Items from a data source –
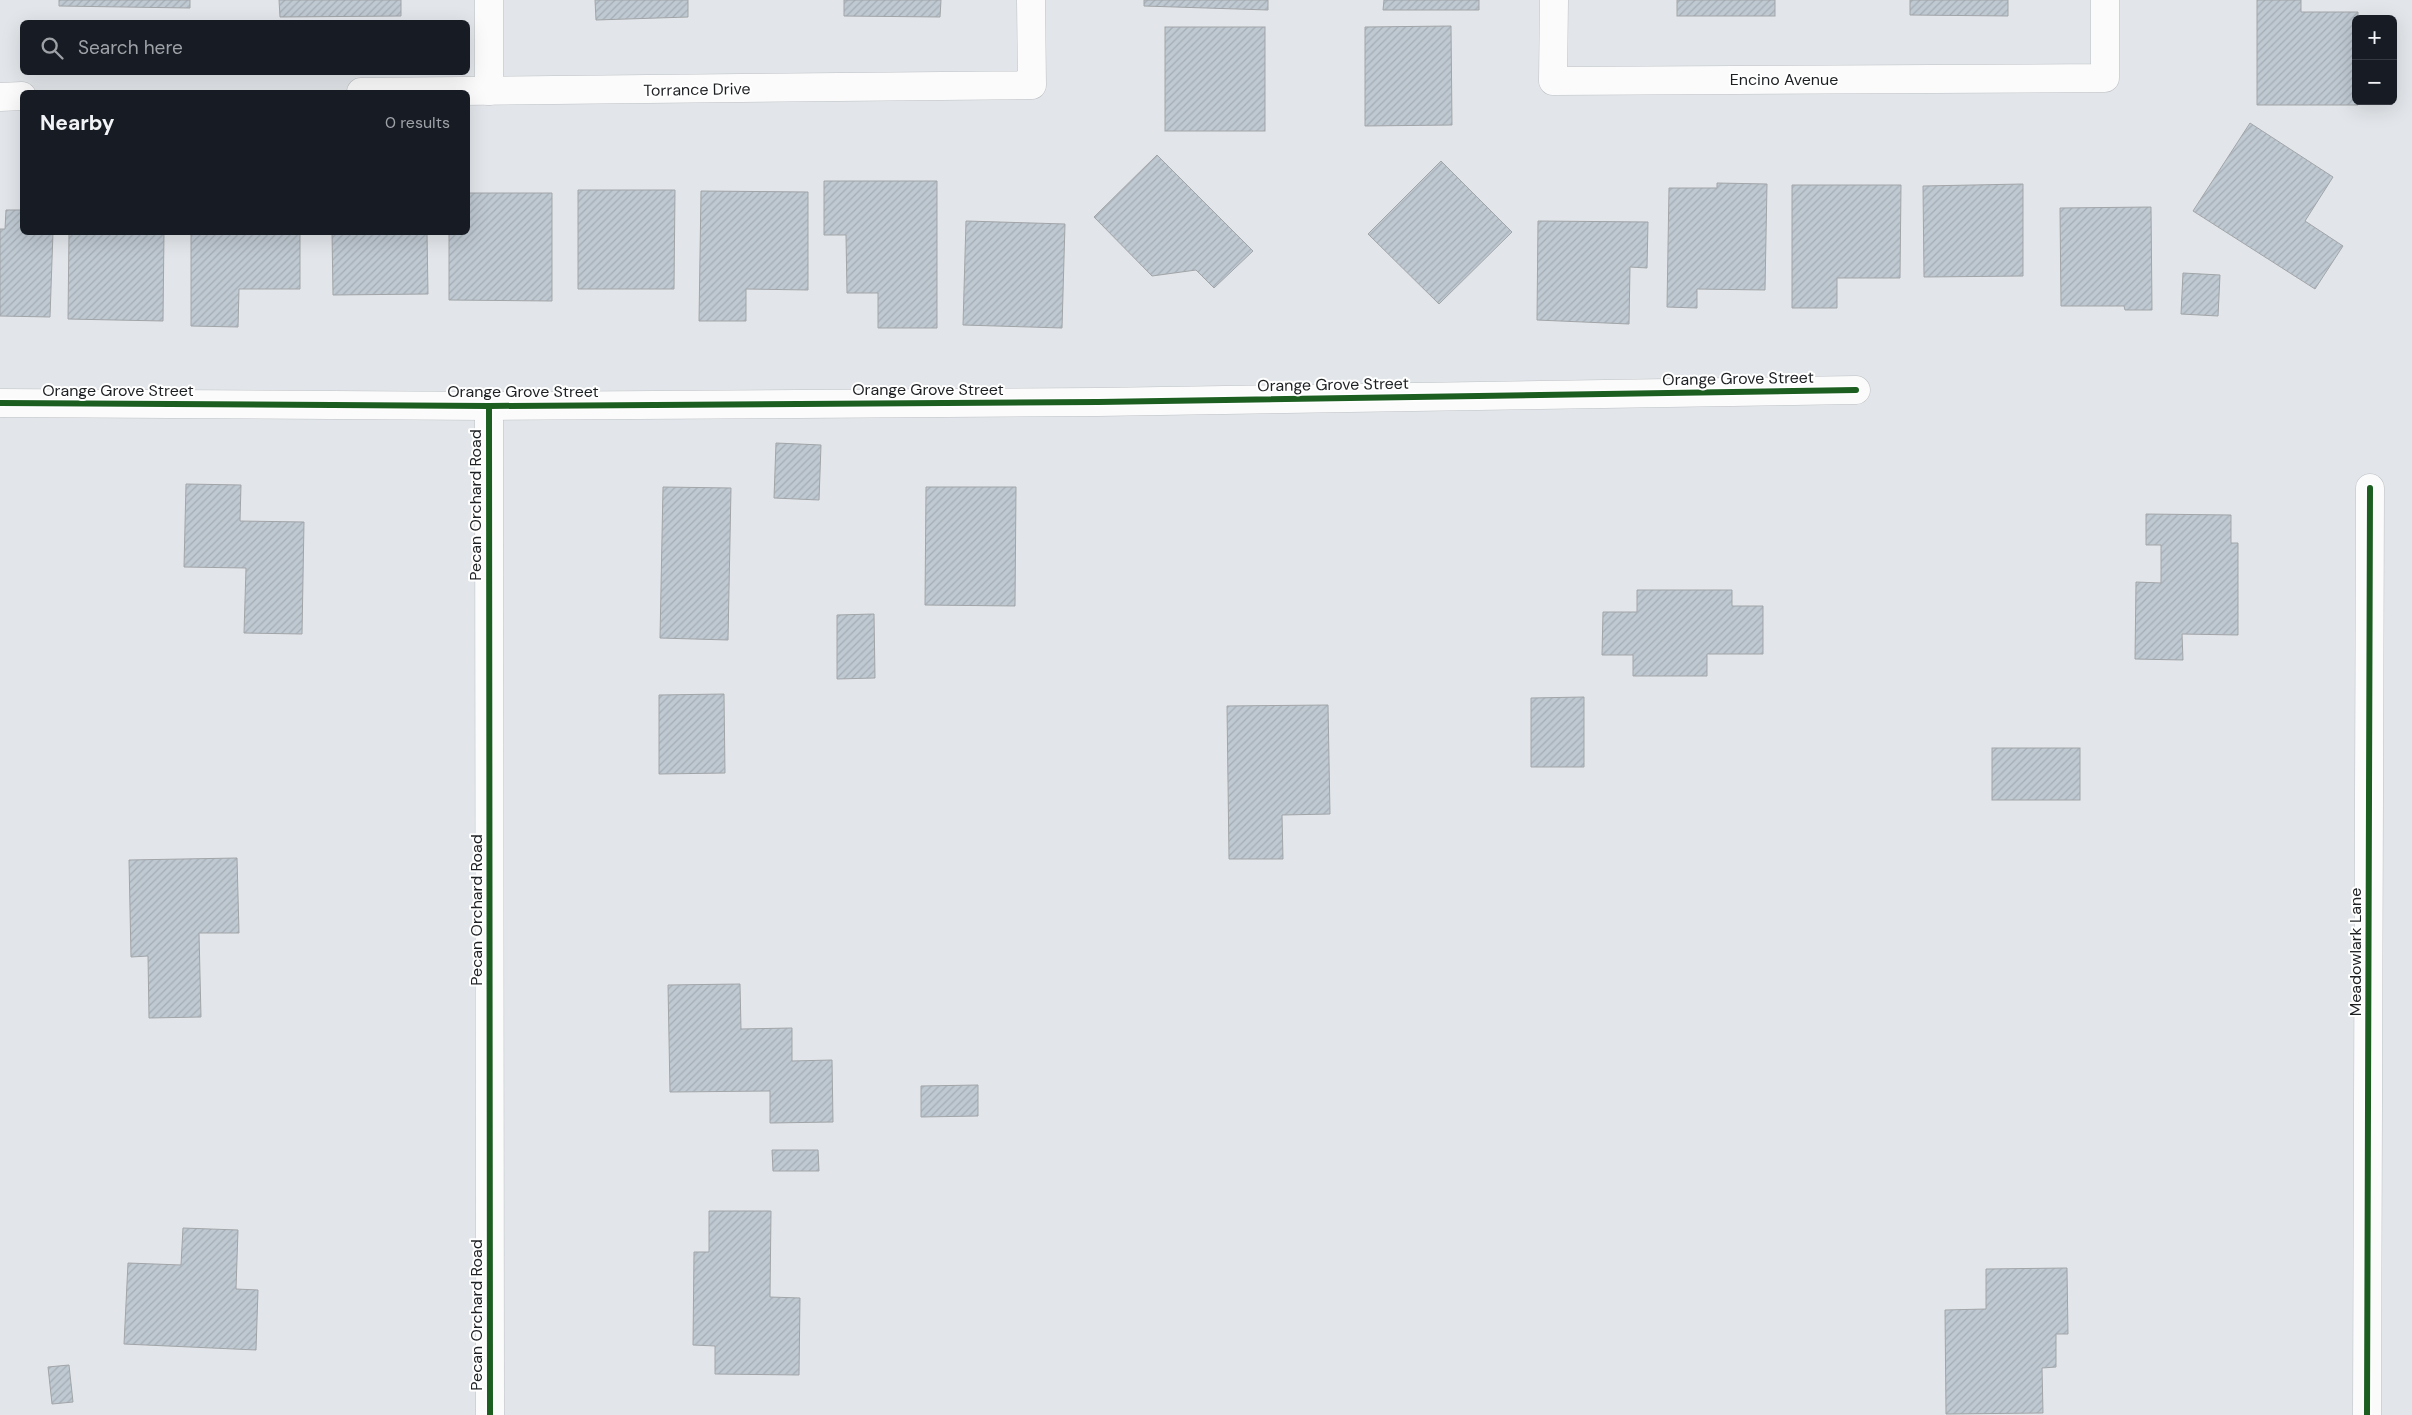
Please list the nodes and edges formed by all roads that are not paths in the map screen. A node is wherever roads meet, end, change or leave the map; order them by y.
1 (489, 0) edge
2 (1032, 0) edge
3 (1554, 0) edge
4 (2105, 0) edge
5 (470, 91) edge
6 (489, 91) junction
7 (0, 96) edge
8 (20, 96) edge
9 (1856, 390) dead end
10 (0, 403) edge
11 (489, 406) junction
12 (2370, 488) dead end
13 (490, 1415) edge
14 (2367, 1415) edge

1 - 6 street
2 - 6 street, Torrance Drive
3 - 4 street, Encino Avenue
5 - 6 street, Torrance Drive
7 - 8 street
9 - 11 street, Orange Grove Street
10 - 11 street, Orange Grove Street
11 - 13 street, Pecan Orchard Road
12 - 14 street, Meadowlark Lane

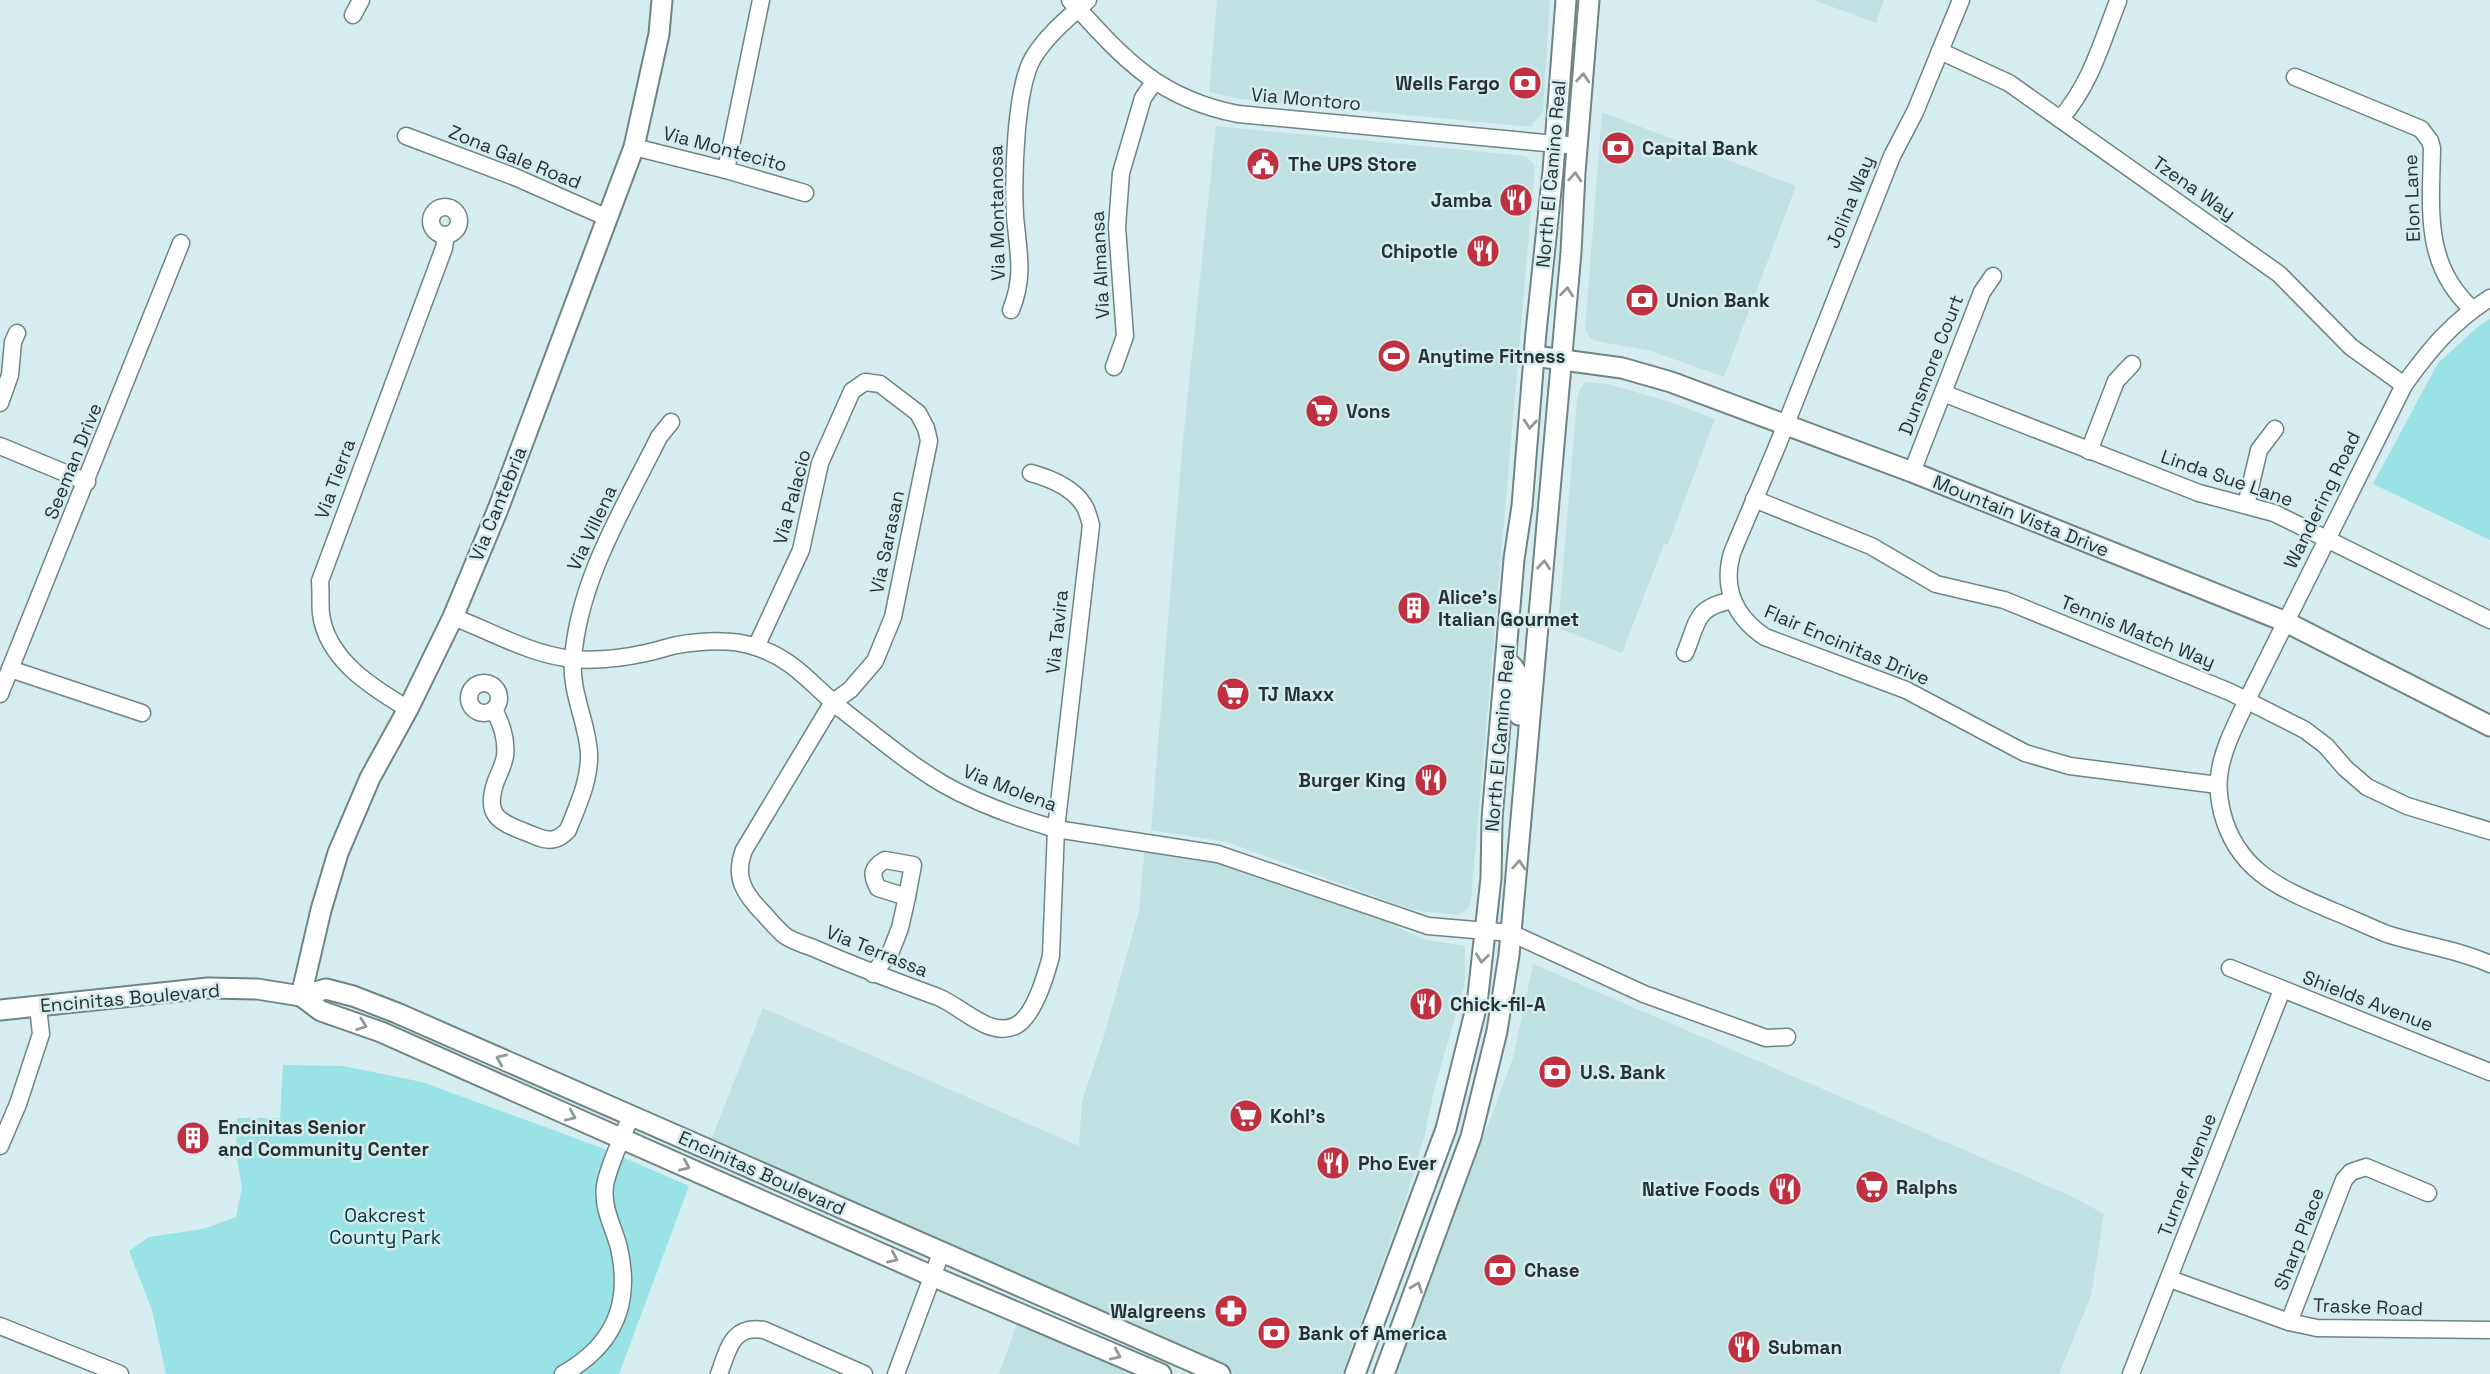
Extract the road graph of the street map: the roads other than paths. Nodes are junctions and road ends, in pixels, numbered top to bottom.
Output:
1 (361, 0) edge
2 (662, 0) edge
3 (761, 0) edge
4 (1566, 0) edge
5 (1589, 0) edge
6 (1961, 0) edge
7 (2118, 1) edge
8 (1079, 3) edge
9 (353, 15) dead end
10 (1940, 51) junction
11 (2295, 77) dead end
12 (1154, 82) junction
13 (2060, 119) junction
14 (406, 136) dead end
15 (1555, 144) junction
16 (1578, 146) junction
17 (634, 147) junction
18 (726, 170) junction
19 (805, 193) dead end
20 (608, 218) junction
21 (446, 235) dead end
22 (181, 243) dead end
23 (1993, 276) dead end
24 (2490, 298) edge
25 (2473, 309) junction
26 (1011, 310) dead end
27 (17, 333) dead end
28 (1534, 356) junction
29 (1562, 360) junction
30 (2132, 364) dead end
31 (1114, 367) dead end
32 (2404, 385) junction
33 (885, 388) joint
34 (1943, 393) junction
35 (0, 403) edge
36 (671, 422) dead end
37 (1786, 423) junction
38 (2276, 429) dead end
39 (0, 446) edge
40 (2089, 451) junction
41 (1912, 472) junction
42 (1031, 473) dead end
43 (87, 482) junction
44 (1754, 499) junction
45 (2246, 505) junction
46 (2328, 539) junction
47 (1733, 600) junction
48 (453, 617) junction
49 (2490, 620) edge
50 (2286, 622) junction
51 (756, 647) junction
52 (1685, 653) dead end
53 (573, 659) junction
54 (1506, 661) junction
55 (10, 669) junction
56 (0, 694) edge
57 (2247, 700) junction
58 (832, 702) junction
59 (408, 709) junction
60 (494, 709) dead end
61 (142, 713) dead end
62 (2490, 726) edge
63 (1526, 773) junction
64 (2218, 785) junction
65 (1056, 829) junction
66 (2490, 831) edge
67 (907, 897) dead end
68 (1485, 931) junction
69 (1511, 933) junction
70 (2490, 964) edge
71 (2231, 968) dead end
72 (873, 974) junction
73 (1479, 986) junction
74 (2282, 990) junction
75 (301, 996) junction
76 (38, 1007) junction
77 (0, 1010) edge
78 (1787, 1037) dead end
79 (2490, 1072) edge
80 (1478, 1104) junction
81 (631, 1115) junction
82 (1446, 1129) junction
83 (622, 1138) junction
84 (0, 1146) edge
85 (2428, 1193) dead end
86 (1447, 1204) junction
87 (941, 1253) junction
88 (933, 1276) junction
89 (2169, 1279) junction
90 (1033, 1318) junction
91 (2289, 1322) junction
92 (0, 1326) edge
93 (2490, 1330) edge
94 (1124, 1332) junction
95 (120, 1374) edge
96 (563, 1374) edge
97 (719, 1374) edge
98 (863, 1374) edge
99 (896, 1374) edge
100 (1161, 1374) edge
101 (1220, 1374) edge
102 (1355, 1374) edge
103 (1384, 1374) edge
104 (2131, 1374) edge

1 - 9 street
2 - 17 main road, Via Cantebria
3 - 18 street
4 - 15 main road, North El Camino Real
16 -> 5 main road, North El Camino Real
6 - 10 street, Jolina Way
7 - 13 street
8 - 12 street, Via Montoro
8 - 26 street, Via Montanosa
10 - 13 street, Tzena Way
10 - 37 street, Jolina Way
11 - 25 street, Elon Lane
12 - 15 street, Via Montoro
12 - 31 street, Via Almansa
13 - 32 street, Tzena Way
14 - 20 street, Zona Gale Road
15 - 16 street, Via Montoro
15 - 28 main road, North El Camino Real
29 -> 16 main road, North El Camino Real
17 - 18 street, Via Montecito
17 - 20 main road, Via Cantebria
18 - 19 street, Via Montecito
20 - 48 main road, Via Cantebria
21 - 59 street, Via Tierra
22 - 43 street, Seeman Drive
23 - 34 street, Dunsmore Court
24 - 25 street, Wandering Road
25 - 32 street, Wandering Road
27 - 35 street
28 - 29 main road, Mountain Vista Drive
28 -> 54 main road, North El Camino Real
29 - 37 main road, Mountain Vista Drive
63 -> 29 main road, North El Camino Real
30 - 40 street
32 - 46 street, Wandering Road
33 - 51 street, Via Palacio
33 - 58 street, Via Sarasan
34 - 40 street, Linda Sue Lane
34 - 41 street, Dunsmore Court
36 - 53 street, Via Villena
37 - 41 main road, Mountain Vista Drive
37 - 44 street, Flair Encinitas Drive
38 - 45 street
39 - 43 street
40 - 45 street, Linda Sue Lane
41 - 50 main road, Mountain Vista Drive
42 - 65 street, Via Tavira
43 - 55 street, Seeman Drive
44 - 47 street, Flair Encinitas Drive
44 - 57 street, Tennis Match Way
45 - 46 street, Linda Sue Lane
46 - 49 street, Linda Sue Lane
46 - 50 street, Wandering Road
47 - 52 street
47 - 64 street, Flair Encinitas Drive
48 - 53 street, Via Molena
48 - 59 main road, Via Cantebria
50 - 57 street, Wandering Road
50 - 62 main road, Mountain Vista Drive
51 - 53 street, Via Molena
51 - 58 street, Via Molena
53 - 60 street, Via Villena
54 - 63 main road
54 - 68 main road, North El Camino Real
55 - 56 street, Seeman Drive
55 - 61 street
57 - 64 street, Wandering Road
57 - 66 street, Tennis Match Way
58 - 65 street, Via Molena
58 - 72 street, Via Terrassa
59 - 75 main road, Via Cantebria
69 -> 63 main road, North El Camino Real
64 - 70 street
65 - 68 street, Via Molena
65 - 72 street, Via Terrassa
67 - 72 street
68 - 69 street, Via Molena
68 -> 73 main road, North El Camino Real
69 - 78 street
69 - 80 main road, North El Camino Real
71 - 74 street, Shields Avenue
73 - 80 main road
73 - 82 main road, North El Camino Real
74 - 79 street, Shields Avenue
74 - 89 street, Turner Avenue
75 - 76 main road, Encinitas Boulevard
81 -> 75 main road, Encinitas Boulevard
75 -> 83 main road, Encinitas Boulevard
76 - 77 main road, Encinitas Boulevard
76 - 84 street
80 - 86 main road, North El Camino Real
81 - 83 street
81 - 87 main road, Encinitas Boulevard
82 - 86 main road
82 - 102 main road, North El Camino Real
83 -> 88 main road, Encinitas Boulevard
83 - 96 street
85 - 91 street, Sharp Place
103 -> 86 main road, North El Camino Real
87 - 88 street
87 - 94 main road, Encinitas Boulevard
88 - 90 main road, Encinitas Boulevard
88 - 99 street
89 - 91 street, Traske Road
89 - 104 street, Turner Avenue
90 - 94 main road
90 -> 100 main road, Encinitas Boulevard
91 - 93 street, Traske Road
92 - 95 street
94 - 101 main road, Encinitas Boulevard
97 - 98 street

Task statement – Please give back an exact copy of the entries above from their first line through the line containing "Extract the road", leaving the pictures aside.

Exercise result –
Please list the nodes and edges formed by all roads that are not paths in the map screen. A node is wherever roads meet, end, change or leave the map; order them by y.
1 (489, 0) edge
2 (1032, 0) edge
3 (1554, 0) edge
4 (2105, 0) edge
5 (470, 91) edge
6 (489, 91) junction
7 (0, 96) edge
8 (20, 96) edge
9 (1856, 390) dead end
10 (0, 403) edge
11 (489, 406) junction
12 (2370, 488) dead end
13 (490, 1415) edge
14 (2367, 1415) edge

1 - 6 street
2 - 6 street, Torrance Drive
3 - 4 street, Encino Avenue
5 - 6 street, Torrance Drive
7 - 8 street
9 - 11 street, Orange Grove Street
10 - 11 street, Orange Grove Street
11 - 13 street, Pecan Orchard Road
12 - 14 street, Meadowlark Lane

Extract the road graph of the street map: the roads other than paths. Nodes are junctions and road ends, in pixels, numbered top to bottom.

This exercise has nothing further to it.